21. The organic electroluminescent display according to claim 20 , wherein the reverse bias transistor is adapted to be turned on/off in response to a reverse bias control signal, and wherein the pixel driving part is prevented from generating the driving current upon the reverse bias transistor being turned on.

22. The organic electroluminescent display according to claim 21 , wherein the OLED is supplied with a reverse bias voltage via the initialization line upon the reverse bias transistor being turned on.

23. The organic electroluminescent display according to claim 22 , wherein a reverse bias voltage difference between the anode and a cathode of the OLED is in a range of from −14V to −10V.
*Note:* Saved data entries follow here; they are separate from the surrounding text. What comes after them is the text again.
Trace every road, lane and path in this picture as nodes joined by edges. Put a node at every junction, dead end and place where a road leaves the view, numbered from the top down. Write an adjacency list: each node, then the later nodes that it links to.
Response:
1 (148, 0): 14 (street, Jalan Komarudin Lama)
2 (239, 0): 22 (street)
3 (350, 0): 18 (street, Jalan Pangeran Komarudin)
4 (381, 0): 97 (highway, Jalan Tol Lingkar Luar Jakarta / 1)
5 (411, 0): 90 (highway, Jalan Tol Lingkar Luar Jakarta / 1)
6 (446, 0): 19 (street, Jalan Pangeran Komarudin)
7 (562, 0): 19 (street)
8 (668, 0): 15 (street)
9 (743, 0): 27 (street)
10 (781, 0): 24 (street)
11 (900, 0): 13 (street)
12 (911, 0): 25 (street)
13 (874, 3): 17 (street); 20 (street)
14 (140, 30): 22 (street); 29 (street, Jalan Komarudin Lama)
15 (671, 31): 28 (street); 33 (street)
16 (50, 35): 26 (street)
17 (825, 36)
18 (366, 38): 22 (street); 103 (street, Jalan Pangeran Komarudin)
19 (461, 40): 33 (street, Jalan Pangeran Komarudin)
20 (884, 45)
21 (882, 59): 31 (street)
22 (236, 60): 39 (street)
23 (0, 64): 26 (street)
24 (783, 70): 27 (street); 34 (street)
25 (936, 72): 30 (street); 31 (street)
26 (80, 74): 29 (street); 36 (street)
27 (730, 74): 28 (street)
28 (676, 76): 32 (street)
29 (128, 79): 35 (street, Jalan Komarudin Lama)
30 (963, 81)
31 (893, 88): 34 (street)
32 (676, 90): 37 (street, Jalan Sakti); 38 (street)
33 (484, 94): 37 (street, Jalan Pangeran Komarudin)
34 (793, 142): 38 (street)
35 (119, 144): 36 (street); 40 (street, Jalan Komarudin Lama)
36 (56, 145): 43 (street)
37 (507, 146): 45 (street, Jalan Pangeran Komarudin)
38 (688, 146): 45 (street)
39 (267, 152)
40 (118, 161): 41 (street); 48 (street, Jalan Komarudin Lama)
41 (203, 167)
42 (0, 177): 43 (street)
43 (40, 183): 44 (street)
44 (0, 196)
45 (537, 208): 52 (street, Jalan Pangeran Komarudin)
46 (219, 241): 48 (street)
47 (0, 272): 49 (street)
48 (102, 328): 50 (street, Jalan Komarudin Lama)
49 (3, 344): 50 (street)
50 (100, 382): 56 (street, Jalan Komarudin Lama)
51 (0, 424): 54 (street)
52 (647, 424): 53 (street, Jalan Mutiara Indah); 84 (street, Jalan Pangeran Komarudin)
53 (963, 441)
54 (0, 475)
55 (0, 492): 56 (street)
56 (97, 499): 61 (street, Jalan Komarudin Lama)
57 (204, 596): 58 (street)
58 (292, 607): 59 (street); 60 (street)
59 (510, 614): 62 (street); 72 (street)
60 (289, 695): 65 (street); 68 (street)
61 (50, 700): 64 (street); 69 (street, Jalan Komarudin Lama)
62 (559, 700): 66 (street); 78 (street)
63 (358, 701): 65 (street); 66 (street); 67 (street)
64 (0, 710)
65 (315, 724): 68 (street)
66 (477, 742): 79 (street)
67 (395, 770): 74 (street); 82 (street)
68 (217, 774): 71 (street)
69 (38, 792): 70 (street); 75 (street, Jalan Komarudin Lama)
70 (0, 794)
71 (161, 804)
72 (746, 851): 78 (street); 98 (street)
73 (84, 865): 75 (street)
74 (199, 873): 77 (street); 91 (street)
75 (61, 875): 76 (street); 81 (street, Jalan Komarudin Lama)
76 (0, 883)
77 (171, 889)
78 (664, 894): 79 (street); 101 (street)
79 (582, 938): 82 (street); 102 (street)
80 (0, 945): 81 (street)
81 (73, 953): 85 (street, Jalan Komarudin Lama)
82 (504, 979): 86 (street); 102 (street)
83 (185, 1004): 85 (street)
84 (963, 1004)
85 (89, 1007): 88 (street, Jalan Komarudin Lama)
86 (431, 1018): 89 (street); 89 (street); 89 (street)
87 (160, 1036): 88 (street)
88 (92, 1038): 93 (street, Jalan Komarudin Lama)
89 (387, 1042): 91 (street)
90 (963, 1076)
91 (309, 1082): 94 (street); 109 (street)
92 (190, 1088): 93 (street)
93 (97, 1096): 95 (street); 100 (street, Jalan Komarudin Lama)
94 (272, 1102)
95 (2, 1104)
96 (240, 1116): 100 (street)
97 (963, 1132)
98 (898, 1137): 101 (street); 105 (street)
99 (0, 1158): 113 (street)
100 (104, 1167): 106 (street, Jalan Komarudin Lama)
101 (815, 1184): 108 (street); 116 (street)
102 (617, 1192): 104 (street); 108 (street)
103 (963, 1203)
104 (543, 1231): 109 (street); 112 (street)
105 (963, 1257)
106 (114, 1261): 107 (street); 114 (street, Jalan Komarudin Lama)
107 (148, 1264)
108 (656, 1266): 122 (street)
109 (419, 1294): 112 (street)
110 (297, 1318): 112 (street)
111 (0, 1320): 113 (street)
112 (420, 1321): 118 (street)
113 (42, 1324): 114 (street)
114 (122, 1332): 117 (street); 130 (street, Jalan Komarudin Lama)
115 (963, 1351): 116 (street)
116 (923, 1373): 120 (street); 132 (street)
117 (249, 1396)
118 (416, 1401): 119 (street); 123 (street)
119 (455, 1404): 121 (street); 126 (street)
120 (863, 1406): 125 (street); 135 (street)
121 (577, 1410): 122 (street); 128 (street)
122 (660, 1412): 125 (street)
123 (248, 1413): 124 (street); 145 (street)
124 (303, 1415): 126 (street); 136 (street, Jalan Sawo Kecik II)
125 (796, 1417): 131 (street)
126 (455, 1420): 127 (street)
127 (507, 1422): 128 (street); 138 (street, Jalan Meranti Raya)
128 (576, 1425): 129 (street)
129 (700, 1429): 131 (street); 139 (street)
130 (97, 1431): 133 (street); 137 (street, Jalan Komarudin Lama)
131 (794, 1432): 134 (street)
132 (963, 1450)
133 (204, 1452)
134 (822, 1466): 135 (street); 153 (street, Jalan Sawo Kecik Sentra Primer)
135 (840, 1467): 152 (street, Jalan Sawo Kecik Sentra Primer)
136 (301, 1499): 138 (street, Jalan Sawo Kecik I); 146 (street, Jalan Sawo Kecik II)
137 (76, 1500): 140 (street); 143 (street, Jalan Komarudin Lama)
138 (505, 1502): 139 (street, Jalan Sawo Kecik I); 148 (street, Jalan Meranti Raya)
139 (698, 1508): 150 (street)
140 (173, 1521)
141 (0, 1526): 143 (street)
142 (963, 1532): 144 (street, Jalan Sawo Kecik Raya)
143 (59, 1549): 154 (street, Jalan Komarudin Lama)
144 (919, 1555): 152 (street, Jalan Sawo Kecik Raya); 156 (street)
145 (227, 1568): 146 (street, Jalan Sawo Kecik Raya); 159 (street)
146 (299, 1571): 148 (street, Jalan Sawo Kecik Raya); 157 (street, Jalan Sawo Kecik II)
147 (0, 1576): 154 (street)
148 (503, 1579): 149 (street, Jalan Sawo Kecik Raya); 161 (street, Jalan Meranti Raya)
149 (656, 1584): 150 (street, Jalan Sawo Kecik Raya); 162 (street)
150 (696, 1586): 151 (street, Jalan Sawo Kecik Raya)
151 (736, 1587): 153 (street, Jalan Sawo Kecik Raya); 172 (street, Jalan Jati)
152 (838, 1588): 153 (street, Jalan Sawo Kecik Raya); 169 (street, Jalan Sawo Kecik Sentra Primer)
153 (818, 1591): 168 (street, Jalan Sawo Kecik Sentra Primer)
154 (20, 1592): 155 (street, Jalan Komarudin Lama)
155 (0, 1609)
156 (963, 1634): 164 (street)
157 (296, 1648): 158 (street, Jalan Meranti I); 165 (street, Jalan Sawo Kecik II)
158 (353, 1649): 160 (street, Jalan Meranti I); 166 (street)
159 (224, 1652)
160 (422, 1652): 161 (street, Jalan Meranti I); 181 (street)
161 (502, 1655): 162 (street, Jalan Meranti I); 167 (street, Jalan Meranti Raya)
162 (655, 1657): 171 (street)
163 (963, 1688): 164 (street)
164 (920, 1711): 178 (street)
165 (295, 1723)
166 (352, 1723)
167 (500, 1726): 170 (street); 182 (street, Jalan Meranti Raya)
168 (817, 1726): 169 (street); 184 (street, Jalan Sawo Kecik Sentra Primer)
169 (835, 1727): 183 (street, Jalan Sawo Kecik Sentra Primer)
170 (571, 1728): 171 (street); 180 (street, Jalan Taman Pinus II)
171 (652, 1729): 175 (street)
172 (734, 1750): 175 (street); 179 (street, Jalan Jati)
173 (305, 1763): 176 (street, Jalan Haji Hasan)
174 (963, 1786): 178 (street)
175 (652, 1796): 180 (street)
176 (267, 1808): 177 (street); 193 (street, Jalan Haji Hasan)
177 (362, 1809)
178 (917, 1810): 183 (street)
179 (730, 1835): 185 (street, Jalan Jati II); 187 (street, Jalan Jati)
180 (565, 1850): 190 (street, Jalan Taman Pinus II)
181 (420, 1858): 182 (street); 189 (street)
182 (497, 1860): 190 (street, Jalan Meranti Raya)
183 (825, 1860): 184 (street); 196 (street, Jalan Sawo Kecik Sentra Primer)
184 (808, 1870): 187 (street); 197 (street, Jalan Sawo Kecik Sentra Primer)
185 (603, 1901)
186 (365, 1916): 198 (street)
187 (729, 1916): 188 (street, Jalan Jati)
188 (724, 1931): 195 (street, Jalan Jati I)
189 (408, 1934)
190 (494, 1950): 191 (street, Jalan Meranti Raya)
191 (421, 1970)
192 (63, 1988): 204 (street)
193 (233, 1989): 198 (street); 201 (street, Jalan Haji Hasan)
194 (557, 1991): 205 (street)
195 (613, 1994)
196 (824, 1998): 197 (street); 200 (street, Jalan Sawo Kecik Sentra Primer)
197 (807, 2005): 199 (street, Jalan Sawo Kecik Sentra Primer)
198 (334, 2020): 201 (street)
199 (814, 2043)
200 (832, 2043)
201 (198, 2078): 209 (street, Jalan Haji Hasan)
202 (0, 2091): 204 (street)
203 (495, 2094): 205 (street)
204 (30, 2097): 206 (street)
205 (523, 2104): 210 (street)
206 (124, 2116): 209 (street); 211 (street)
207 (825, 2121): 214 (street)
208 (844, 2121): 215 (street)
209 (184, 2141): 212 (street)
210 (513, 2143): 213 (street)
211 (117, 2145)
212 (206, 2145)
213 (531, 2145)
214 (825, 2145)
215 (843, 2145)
24. The organic electroluminescent display according to claim 23 , wherein the pixel driving part comprises: an initialization transistor connected to the initialization line and adapted to receive an initialization signal in response to the previous scan signal; a first switching transistor connected to the data line and adapted to receive a data signal from the data line in response to the current scan signal; a driving transistor connected to the first switching transistor and adapted to generate a driving current corresponding to the data signal; a second switching transistor connected between a gate electrode and a drain electrode of the driving transistor and adapted to be turned on/off in response to the current scan signal; a third switching transistor connected between the driving transistor and the first power line and adapted to be turned on/off in response to an emission control signal; a capacitor connected between the first power line and the initialization transistor and adapted to be initialized by the initialization signal and to store the data signal needed for generating a driving current of the driving transistor; and an emission control transistor connected between the driving transistor and the OLED and adapted to supply the driving current to the OLED in response to the emission control signal.

25. The organic electroluminescent display according to claim 23 , wherein the pixel driving part comprises: an initialization transistor connected to the initialization line and adapted to receive an initialization signal in response to the previous scan signal; a first switching transistor connected to the data line and adapted to receive a data signal from the data line in response to the current scan signal; a diode connected compensation transistor connected between the first switching transistor and the initialization transistor and adapted to compensate for a threshold voltage; a capacitor connected between the compensation transistor and the first power line and adapted to be initialized by the initialization signal and to store a data signal received via the first switching transistor and the compensation transistor; a driving transistor connected to the first power line and adapted to generate the driving current corresponding to the data signal stored in the capacitor; and an emission control transistor connected between the driving transistor and the OLED and adapted to supply the driving current to the OLED in response to an emission control signal.